In this article, we explore the continuous wave as the sensing signal and leverage the phase change of Doppler signals for tracking the motions of moving targets. Although device-free tracking based on the phase measurement has been pursued previously [25, 36, 42], the sensing ranges achieved therein are considerably short (only up to 1 meter), unsuitable for location trace tracking in a room. This is due to the fact that they ignored the Doppler effect of signal and directly extracted the phase from the reflected signals by referring to the original signal as the baseline. Albeit simple, such a method can be effective just for a short distance. However, in a room-scale environment, the original signal will be transmitted over multiple paths to the microphone. The multiple path signals can be viewed as several time-delay versions of the original signal, and after those signals are aggregated, the original signal experiences phase distortion. Thus applying the original signal as the baseline tends to yield wrong phase estimation in a room-scale environment. Instead, we examine the phase change of reflected Doppler signals, permitting to acquire the proper baseline signal from the body reflection signals. Since this way makes it possible to obtain very accurate phase estimation over a relatively large range, the sensing range can thus be significantly extended for applications to room-scale environments.

To this end, we strive to develop a novel device-free indoor localization system by relying on continuous waves emitted from the speaker’s built-in smart devices and performing the fine-grained phase and frequency analyses of Doppler signals received at the built-in microphone array to implement precise indoor location trace tracking. Specifically, we control a speaker to generate the continuous wave ultrasound at 20kHz and leverage a co-located microphone array to record reflected signals for analysis. We first perform the Short-time Fourier transform (STFT) to get the spectrogram of reflected Doppler signals and then apply a set of interference cancellation techniques to remove the interference/noise caused by both surrounding objects and system defects. Considering different body segments of a moving person may generate Doppler signals at different frequencies, we propose a new solution by slicing signals into a set of narrowband signals, with each narrowband likely to include the reflections from only one body segment. We next perform the fine-grained analysis on each narrowband signal by a series of developed solutions. First, we estimate the velocity via analyzing the original signal from the speaker and the received signal at the microphone array, followed by utilizing such a velocity to estimate the baseband frequency of the narrowband signal. The I-Q (i.e., in-phase and quadrature) decomposition is then applied to accurately measure its phase. After that, a signal model is proposed to formulate the phase correlated to the range, angle, and velocity. The range and angle of each narrowband signal are then estimated by solving an optimization problem, aiming at getting each body segment’s motion state. Next, a solution based on K-mean clustering is applied to cluster the motion states associated with a given person.

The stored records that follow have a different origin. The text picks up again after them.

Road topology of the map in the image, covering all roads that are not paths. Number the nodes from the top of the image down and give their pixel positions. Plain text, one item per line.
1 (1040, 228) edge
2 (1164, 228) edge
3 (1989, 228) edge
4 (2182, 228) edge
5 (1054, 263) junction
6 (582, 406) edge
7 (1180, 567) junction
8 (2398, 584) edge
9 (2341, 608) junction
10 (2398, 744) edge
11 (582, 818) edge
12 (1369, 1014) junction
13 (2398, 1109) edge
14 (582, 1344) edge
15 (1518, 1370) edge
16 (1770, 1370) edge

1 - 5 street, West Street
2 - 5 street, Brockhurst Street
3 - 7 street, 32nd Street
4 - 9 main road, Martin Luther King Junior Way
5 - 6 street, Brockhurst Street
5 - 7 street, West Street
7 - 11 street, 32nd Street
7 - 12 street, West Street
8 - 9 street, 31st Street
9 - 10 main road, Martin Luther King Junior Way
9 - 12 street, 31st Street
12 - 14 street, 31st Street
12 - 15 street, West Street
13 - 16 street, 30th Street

Finally, we apply the L1-norm (i.e., the sum of the magnitudes of the vectors) to refine our estimation and remove the interference from multi-path effects, able to get the number of moving persons and their associated location traces accurately.

Our contributions are summarized as follows:

We develop a new device-free localization system, which leverages the continuous wave emitted from the smart speaker as the sensing signal for precise localization. As far as we know, this study is the very first to demonstrate the possibility of tracking multiple individuals using continuous waves. To achieve our goal, we develop solutions to perform the fine-grained analysis of Doppler signals by extracting their frequency and phase details for localization. Unlike the chirp-based localization counterparts, our system only relies on continuous waves at 20kHz, which utilize a small bandwidth and are both imperceptible to humans and robust to environmental factors.

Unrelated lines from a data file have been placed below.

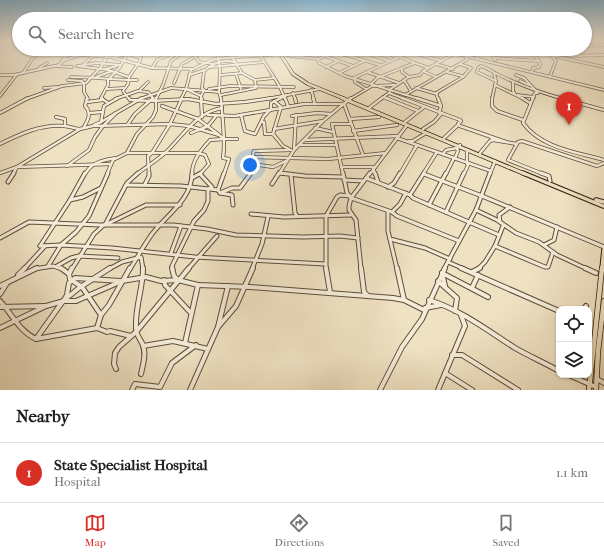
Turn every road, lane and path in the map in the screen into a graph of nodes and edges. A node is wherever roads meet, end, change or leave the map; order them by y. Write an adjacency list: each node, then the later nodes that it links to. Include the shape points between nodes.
1 (33, 58): 84 (street)
2 (64, 58): 36 (street)
3 (70, 58): 36 (street)
4 (91, 58): 52 (street)
5 (107, 58): 35 (street)
6 (113, 58): 37 (street)
7 (124, 58): 37 (street)
8 (141, 58): 58 (street)
9 (161, 58): 67 (street)
10 (175, 58): 68 (street)
11 (196, 58): 43 (street, via 199,62); 69 (street)
12 (218, 58): 43 (street); 44 (street)
13 (232, 58): 45 (street)
14 (247, 58): 54 (street)
15 (262, 58): 46 (street)
16 (284, 58): 134 (main road, via 293,74 303,82)
17 (284, 58): 161 (main road, via 300,78)
18 (308, 58): 34 (street)
19 (322, 58): 34 (street)
20 (330, 58): 38 (street)
21 (356, 58): 39 (street)
22 (382, 58): 40 (street)
23 (396, 58): 40 (street)
24 (402, 58): 50 (street)
25 (432, 58): 41 (street)
26 (447, 58): 41 (street)
27 (466, 58): 56 (street)
28 (478, 58): 51 (street)
29 (495, 58): 51 (street)
30 (498, 58): 42 (street)
31 (536, 58): 42 (street)
32 (554, 58): 96 (street, via 556,62)
33 (562, 58): 73 (street)
34 (318, 59): 66 (street, via 319,63)
35 (104, 60): 48 (street); 49 (street)
36 (62, 61): 61 (street)
37 (122, 61): 57 (street); 58 (street)
38 (338, 61): 62 (street); 66 (street)
39 (364, 61): 60 (street); 62 (street)
40 (390, 61): 60 (street)
41 (442, 61): 55 (street)
42 (539, 61): 83 (street, via 539,67 533,68)
43 (205, 62): 53 (street); 77 (street)
44 (220, 62): 45 (street); 53 (street); 65 (street)
45 (234, 62): 59 (street)
46 (264, 62): 54 (street); 100 (street)
47 (47, 63): 76 (street)
48 (96, 63): 49 (street); 52 (street)
49 (102, 63): 57 (street); 74 (street)
50 (415, 63): 70 (street); 71 (street)
51 (497, 63): 83 (street)
52 (84, 64): 74 (street, via 77,66)
53 (214, 64): 64 (street)
54 (252, 64): 59 (street)
55 (436, 64): 71 (street); 72 (street)
56 (460, 64): 72 (street); 95 (street, via 471,67)
57 (121, 65): 75 (street); 79 (street)
58 (138, 65): 67 (street); 102 (street)
59 (237, 65): 65 (street); 85 (street)
60 (380, 65): 81 (street)
61 (54, 66): 63 (street); 76 (street)
62 (353, 66): 86 (street)
63 (72, 67)
64 (210, 67): 65 (street); 78 (street)
65 (220, 67): 92 (street)
66 (326, 67): 86 (street)
67 (152, 68): 68 (street)
68 (169, 68): 69 (street); 140 (street)
69 (179, 68): 77 (street); 113 (street)
70 (402, 68): 94 (street); 98 (street, via 402,72)
71 (429, 68): 80 (street)
72 (453, 68): 82 (street)
73 (604, 68)
74 (99, 69): 75 (street); 97 (street)
75 (104, 69): 79 (street)
76 (35, 70): 84 (street)
77 (192, 70): 91 (street)
78 (205, 70): 91 (street); 137 (street, via 202,88)
79 (113, 71): 97 (street); 102 (street); 105 (street)
80 (423, 71): 98 (street, via 420,75); 99 (street)
81 (367, 72): 94 (street); 101 (street)
82 (447, 72): 95 (street); 99 (street)
83 (532, 72): 96 (street)
84 (23, 73): 88 (street)
85 (242, 73): 89 (street); 107 (street)
86 (339, 73): 101 (street)
87 (494, 73): 109 (street); 109 (street, via 481,66 477,71); 112 (street)
88 (17, 74): 90 (street); 152 (street)
89 (236, 74): 92 (street); 124 (street)
90 (0, 75)
91 (190, 75): 132 (street)
92 (221, 75): 123 (street)
93 (71, 76): 97 (street)
94 (383, 76): 114 (street); 116 (street)
95 (463, 76): 148 (street)
96 (550, 76): 139 (street)
97 (94, 77): 104 (street); 105 (street); 115 (street)
98 (409, 77): 108 (street)
99 (436, 77): 130 (street)
100 (274, 78): 107 (street); 125 (street)
101 (354, 78): 116 (street); 135 (street, via 355,82)
102 (129, 79): 105 (street); 106 (street); 128 (street)
103 (68, 80): 104 (street)
104 (82, 80): 115 (street)
105 (108, 80): 131 (street)
106 (137, 80)
107 (255, 80): 129 (street)
108 (404, 80): 114 (street); 142 (street)
109 (496, 81): 118 (street)
110 (520, 81): 119 (street); 122 (street); 122 (street, via 516,75 524,78)
111 (148, 82): 136 (street)
112 (513, 82): 119 (street); 149 (street)
113 (174, 83)
114 (399, 83): 117 (street)
115 (84, 84): 120 (street); 166 (street)
116 (371, 84): 121 (street)
117 (395, 85): 121 (street); 141 (street)
118 (495, 85): 149 (street); 202 (street, via 492,96 493,108)
119 (520, 85): 143 (street)
120 (60, 86): 127 (street); 187 (street, via 22,100)
121 (376, 86): 135 (street); 141 (street)
122 (532, 86): 143 (street)
123 (220, 87): 124 (street); 133 (street); 147 (street)
124 (241, 87): 129 (street); 144 (street)
125 (280, 87): 126 (street); 129 (street); 155 (street)
126 (294, 87)
127 (44, 88)
128 (124, 88): 131 (street); 150 (street, via 123,91)
129 (256, 88): 144 (street)
130 (416, 88): 142 (street); 148 (street)
131 (107, 89): 159 (street)
132 (186, 89): 137 (street); 140 (street, via 171,88); 153 (street); 160 (street)
133 (209, 89)
134 (320, 89): 138 (street); 161 (main road)
135 (366, 89): 161 (street)
136 (140, 90): 146 (street); 150 (street)
137 (204, 90): 147 (street); 153 (street)
138 (311, 90): 145 (street); 172 (street)
139 (604, 90)
140 (160, 91): 146 (street); 168 (street)
141 (390, 91): 151 (street); 157 (street); 179 (street)
142 (411, 91): 151 (street)
143 (536, 91): 156 (street); 183 (street)
144 (242, 92): 147 (street)
145 (291, 93): 155 (street); 169 (street)
146 (150, 94): 162 (street); 167 (street, via 154,99)
147 (220, 94): 175 (street)
148 (437, 94): 177 (street)
149 (515, 94): 156 (street); 171 (street)
150 (127, 95): 162 (street, via 130,100); 170 (street)
151 (404, 95): 177 (street)
152 (0, 96)
153 (201, 96): 164 (street)
154 (279, 96): 155 (street); 158 (street); 165 (street)
155 (283, 96): 165 (street); 176 (street)
156 (534, 96): 171 (street)
157 (383, 97): 180 (street); 184 (street)
158 (267, 98): 165 (street); 175 (street)
159 (103, 100): 166 (street); 170 (street)
160 (182, 100): 163 (street); 164 (street); 186 (street)
161 (348, 100): 173 (street); 180 (main road); 206 (main road)
162 (137, 101): 167 (street); 189 (street)
163 (170, 101): 168 (street); 174 (street)
164 (202, 101): 175 (street); 200 (street)
165 (274, 101): 178 (street); 182 (street, via 270,104)
166 (87, 102): 188 (street, via 85,106)
167 (150, 102): 168 (street); 207 (street, via 135,114)
168 (156, 102): 181 (street)
169 (296, 102)
170 (108, 103): 185 (street)
171 (530, 103): 202 (street)
172 (315, 104): 173 (street); 176 (street)
173 (344, 104): 192 (street); 201 (street)
174 (162, 106): 181 (street); 186 (street)
175 (222, 106): 193 (street); 195 (street)
176 (288, 106): 178 (street)
177 (441, 106): 190 (street)
178 (281, 107): 182 (street); 222 (street)
179 (424, 107): 184 (street); 190 (street)
180 (369, 108): 206 (main road)
181 (157, 109): 208 (street)
182 (271, 109): 191 (street); 205 (street)
183 (604, 110)
184 (418, 111): 206 (street)
185 (102, 112): 188 (street); 204 (street)
186 (176, 112): 200 (street); 209 (street)
187 (0, 113)
188 (90, 113): 219 (street)
189 (116, 113): 204 (street); 216 (street)
190 (440, 113): 213 (street, via 460,120); 224 (street, via 434,122)
191 (241, 114): 195 (street); 205 (street, via 245,131 249,133 255,134)
192 (331, 114): 197 (street); 203 (street)
193 (208, 115): 194 (street); 200 (street)
194 (216, 116): 195 (street); 218 (street)
195 (222, 116): 235 (street)
196 (292, 116): 197 (street)
197 (296, 116): 211 (street)
198 (56, 117): 214 (street, via 65,119)
199 (379, 117): 201 (street)
200 (200, 118): 217 (street); 218 (street)
201 (350, 119): 210 (street)
202 (523, 120): 264 (street, via 525,127 544,141)
203 (323, 121): 211 (street); 220 (street)
204 (101, 122): 215 (street); 216 (street)
205 (262, 122): 229 (street, via 265,134)
206 (406, 123): 224 (main road); 228 (main road); 233 (street)
207 (128, 124): 208 (street); 216 (street)
208 (148, 124): 209 (street); 250 (street, via 137,134)
209 (170, 124): 217 (street); 251 (street)
210 (351, 124): 225 (street); 226 (street, via 332,124)
211 (298, 125): 222 (street); 247 (street)
212 (397, 125): 225 (street)
213 (458, 125): 231 (street); 234 (street)
214 (65, 126): 221 (street); 241 (street, via 33,129)
215 (93, 126): 216 (street); 219 (street)
216 (103, 126): 269 (street, via 89,150)
217 (189, 126): 223 (street); 255 (street)
218 (208, 126): 223 (street); 230 (street)
219 (84, 127): 221 (street)
220 (315, 128): 226 (street); 238 (street)
221 (80, 129): 273 (street)
222 (274, 129): 229 (street)
223 (201, 130): 227 (street); 230 (street)
224 (423, 130): 234 (main road)
225 (353, 131): 232 (street)
226 (333, 132): 237 (street)
227 (191, 133)
228 (426, 133): 242 (street); 246 (main road)
229 (273, 134): 247 (street, via 283,146)
230 (218, 135): 235 (street)
231 (488, 136): 239 (street); 240 (street)
232 (356, 137): 233 (street); 237 (street); 256 (street)
233 (398, 137): 242 (street); 253 (street)
234 (444, 138): 246 (main road)
235 (224, 139): 236 (street); 252 (street, via 210,140); 297 (street, via 226,145 223,158 229,159)
236 (237, 139)
237 (336, 139): 238 (street); 245 (street)
238 (304, 140): 244 (street)
239 (493, 140): 240 (street); 254 (street)
240 (506, 142): 243 (street)
241 (0, 144)
242 (415, 144): 249 (street); 290 (street)
243 (517, 144): 264 (street, via 522,141 597,166); 284 (street, via 508,160 549,176)
244 (300, 145): 245 (street); 247 (street)
245 (336, 145): 259 (street)
246 (458, 146): 248 (main road); 254 (main road); 257 (street, via 446,150); 261 (street)
247 (293, 150): 258 (street, via 254,150); 262 (street)
248 (467, 150): 263 (main road); 268 (street)
249 (437, 152): 257 (street); 278 (street)
250 (127, 153): 251 (street); 260 (street)
251 (152, 153): 255 (street); 270 (street, via 148,156)
252 (198, 153): 255 (street); 277 (street, via 205,155 209,164); 280 (street, via 192,169)
253 (386, 153): 256 (street); 272 (street)
254 (480, 153): 284 (main road)
255 (164, 154): 270 (street)
256 (363, 154): 259 (street)
257 (443, 154): 261 (street)
258 (252, 157): 262 (street); 267 (street)
259 (340, 157): 262 (street); 271 (street)
260 (116, 158): 265 (street); 266 (street)
261 (454, 158): 268 (street); 283 (street)
262 (288, 159): 267 (street, via 273,167); 276 (street)
263 (494, 161): 274 (street); 306 (main road)
264 (604, 162)
265 (94, 164): 266 (street); 269 (street); 302 (street, via 82,177)
266 (111, 164): 294 (street)
267 (253, 164): 297 (street, via 251,172 240,188)
268 (468, 164): 274 (street); 291 (street)
269 (67, 166): 273 (street)
270 (148, 166): 287 (street); 288 (street, via 149,176)
271 (341, 167): 272 (street); 281 (street)
272 (374, 167): 282 (street); 286 (street)
273 (17, 168): 275 (street); 285 (street)
274 (491, 171): 300 (street)
275 (0, 173)
276 (280, 173): 279 (street); 289 (street)
277 (200, 174): 280 (street); 295 (street, via 212,187)
278 (424, 174): 283 (street); 299 (street)
279 (291, 175): 281 (street); 313 (street)
280 (192, 178): 292 (street)
281 (343, 178): 282 (street); 301 (street, via 347,193)
282 (364, 180): 286 (street); 301 (street)
283 (441, 180): 291 (street); 305 (street)
284 (550, 181): 306 (main road)
285 (8, 182)
286 (378, 182): 293 (street)
287 (126, 184): 288 (street); 320 (street)
288 (145, 184): 292 (street)
289 (272, 184)
290 (394, 184): 293 (street); 296 (street)
291 (458, 186): 300 (street); 310 (street)
292 (188, 187): 295 (street); 303 (street)
293 (388, 187): 296 (street)
294 (101, 188): 302 (street); 319 (street)
295 (208, 189): 297 (street); 324 (street, via 208,201)
296 (397, 190): 298 (street)
297 (219, 192): 304 (street, via 232,195)
298 (406, 194): 299 (street); 309 (street, via 400,204)
299 (410, 195): 305 (street)
300 (482, 196): 307 (street); 308 (street)
301 (351, 197): 309 (street); 312 (street, via 348,208); 314 (street, via 337,197)
302 (70, 200): 318 (street)
303 (180, 205): 320 (street, via 146,205); 321 (street)
304 (233, 205)
305 (429, 205): 310 (street)
306 (604, 205)
307 (510, 208): 317 (street, via 499,215); 325 (street)
308 (476, 210): 316 (street); 317 (street)
309 (390, 212): 332 (street); 333 (street)
310 (446, 212): 316 (street)
311 (251, 214): 315 (street)
312 (352, 215): 314 (street); 331 (street, via 356,220)
313 (297, 216): 314 (street); 315 (street)
314 (326, 216): 329 (street)
315 (268, 217): 328 (street)
316 (470, 222): 326 (street); 333 (street)
317 (500, 222): 323 (street)
318 (55, 223): 319 (street); 330 (street, via 25,223); 334 (street, via 40,246)
319 (84, 224): 320 (street); 335 (street)
320 (104, 225): 321 (street); 338 (street)
321 (159, 226): 322 (street); 340 (street)
322 (181, 226): 324 (street); 342 (street)
323 (504, 226): 326 (street); 336 (street)
324 (191, 228): 328 (street, via 236,235); 343 (street)
325 (557, 228): 336 (street, via 554,240); 339 (street)
326 (499, 235): 337 (street)
327 (217, 236): 345 (street)
328 (264, 236): 329 (street); 349 (street)
329 (326, 236): 331 (street); 350 (street)
330 (0, 238)
331 (358, 238): 379 (street, via 363,288)
332 (390, 239): 348 (street, via 425,248); 381 (street)
333 (459, 241): 348 (street)
334 (46, 245): 335 (street); 357 (street)
335 (61, 245): 338 (street); 351 (street)
336 (544, 245): 341 (street)
337 (495, 246): 341 (street, via 545,267 548,267); 354 (street)
338 (85, 247): 340 (street); 344 (street)
339 (604, 248): 416 (main road)
340 (142, 251): 342 (street); 346 (street)
341 (553, 252): 355 (street)
342 (172, 253): 343 (street)
343 (177, 255): 345 (street); 362 (street, via 172,266 174,276)
344 (79, 256): 347 (street); 352 (street); 356 (street)
345 (201, 256): 349 (street); 362 (street)
346 (138, 257): 358 (street, via 130,258); 359 (street, via 141,257 143,266); 365 (street)
347 (118, 258)
348 (449, 260): 353 (street); 354 (street, via 460,269)
349 (255, 261): 350 (street); 363 (street)
350 (325, 264): 376 (street)
351 (48, 266): 352 (street); 357 (street)
352 (57, 266): 356 (street)
353 (442, 273): 364 (street); 370 (street); 374 (street)
354 (476, 273): 374 (street); 391 (street)
355 (596, 273)
356 (69, 274): 360 (street)
357 (18, 276): 366 (street)
358 (93, 278): 360 (street); 365 (street); 371 (street)
359 (142, 278): 361 (street); 365 (street); 401 (street)
360 (71, 280): 371 (street); 384 (street)
361 (164, 280): 362 (street); 375 (street)
362 (178, 280): 367 (street); 375 (street)
363 (248, 280): 372 (street); 373 (street)
364 (438, 280): 370 (street); 382 (street)
365 (122, 281): 378 (street); 394 (street)
366 (7, 282): 368 (street); 377 (street)
367 (198, 285): 369 (street); 393 (street, via 194,306)
368 (0, 286)
369 (228, 286): 372 (street); 398 (street)
370 (445, 286): 392 (street, via 457,298)
371 (82, 287): 378 (street); 384 (street)
372 (244, 287): 373 (street); 398 (street, via 236,306)
373 (250, 287): 376 (street)
374 (472, 288): 380 (street)
375 (172, 290): 393 (street); 401 (street)
376 (330, 292): 379 (street)
377 (0, 294)
378 (88, 296): 384 (street, via 76,301); 394 (street)
379 (368, 296): 381 (street)
380 (488, 297)
381 (404, 300): 390 (street)
382 (429, 300): 386 (street); 390 (street)
383 (0, 301): 387 (street)
384 (64, 301): 388 (street); 403 (street)
385 (604, 302): 396 (main road)
386 (442, 304): 390 (street); 392 (street)
387 (5, 306): 388 (street); 389 (street); 397 (street)
388 (46, 306): 397 (street)
389 (0, 307)
390 (425, 309): 420 (street, via 422,319 402,347)
391 (556, 310)
392 (455, 311): 395 (street)
393 (190, 312): 404 (street)
394 (101, 315): 400 (street)
395 (461, 315): 408 (street, via 465,326); 410 (street)
396 (603, 316): 414 (main road)
397 (14, 320): 399 (street); 403 (street, via 30,337)
398 (218, 327): 407 (street)
399 (0, 328)
400 (97, 328): 402 (street); 403 (street)
401 (136, 332): 402 (street); 405 (street)
402 (131, 336): 409 (street, via 118,347)
403 (36, 339)
404 (185, 343): 405 (street, via 164,341); 406 (street)
405 (143, 346): 412 (street)
406 (196, 346): 407 (street); 418 (street, via 172,363 160,387 135,384)
407 (208, 349): 419 (street)
408 (452, 354): 411 (street); 423 (street, via 462,355)
409 (114, 367)
410 (556, 369)
411 (445, 373): 421 (street); 422 (street)
412 (141, 374)
413 (576, 378): 416 (street)
414 (596, 378): 415 (street); 417 (main road)
415 (604, 382)
416 (589, 383): 417 (street); 424 (main road)
417 (596, 388)
418 (132, 390)
419 (190, 390)
420 (380, 390)
421 (438, 390)
422 (472, 390)
423 (518, 390)
424 (589, 390)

Novel solutions to enable the phase measurement of Doppler signals are developed by slicing the Doppler signals into narrowband signals to have each narrowband contain the reflection of a single body segment for the fine-grained analysis of human body patterns. So, the narrowband signals can be viewed as single tone signals, enabling to estimate the phase of each narrowband signal determined by estimating its baseband signal. We are the first to extract the phase of a Doppler signal by dividing it into narrowband signals, which can facilitate the fine-grained analysis for multiple-person location tracing. A new signal model is then proposed for each narrowband signal to fuse the target velocity, range, and angle, enabling the estimation of the motion states of different body segments. Motion state clustering and location trace solutions are also proposed to precisely group together reflections from different body segments of the same person and to further eliminate the multi-path effect.

We implement our system with COTS devices and conduct extensive experiments for performance evaluation. The experimental results exhibit that our system: (1) can achieve the precise location tracking for a single person, with an average error of \(7.49cm\); (2) can support the multi-target tracking, having the average errors of \(24.06cm\) and of \(51.15cm\), respectively, for two and three persons; (3) is robust to various environmental factors; (4) can be extended for locating a stationary person with a swing arm.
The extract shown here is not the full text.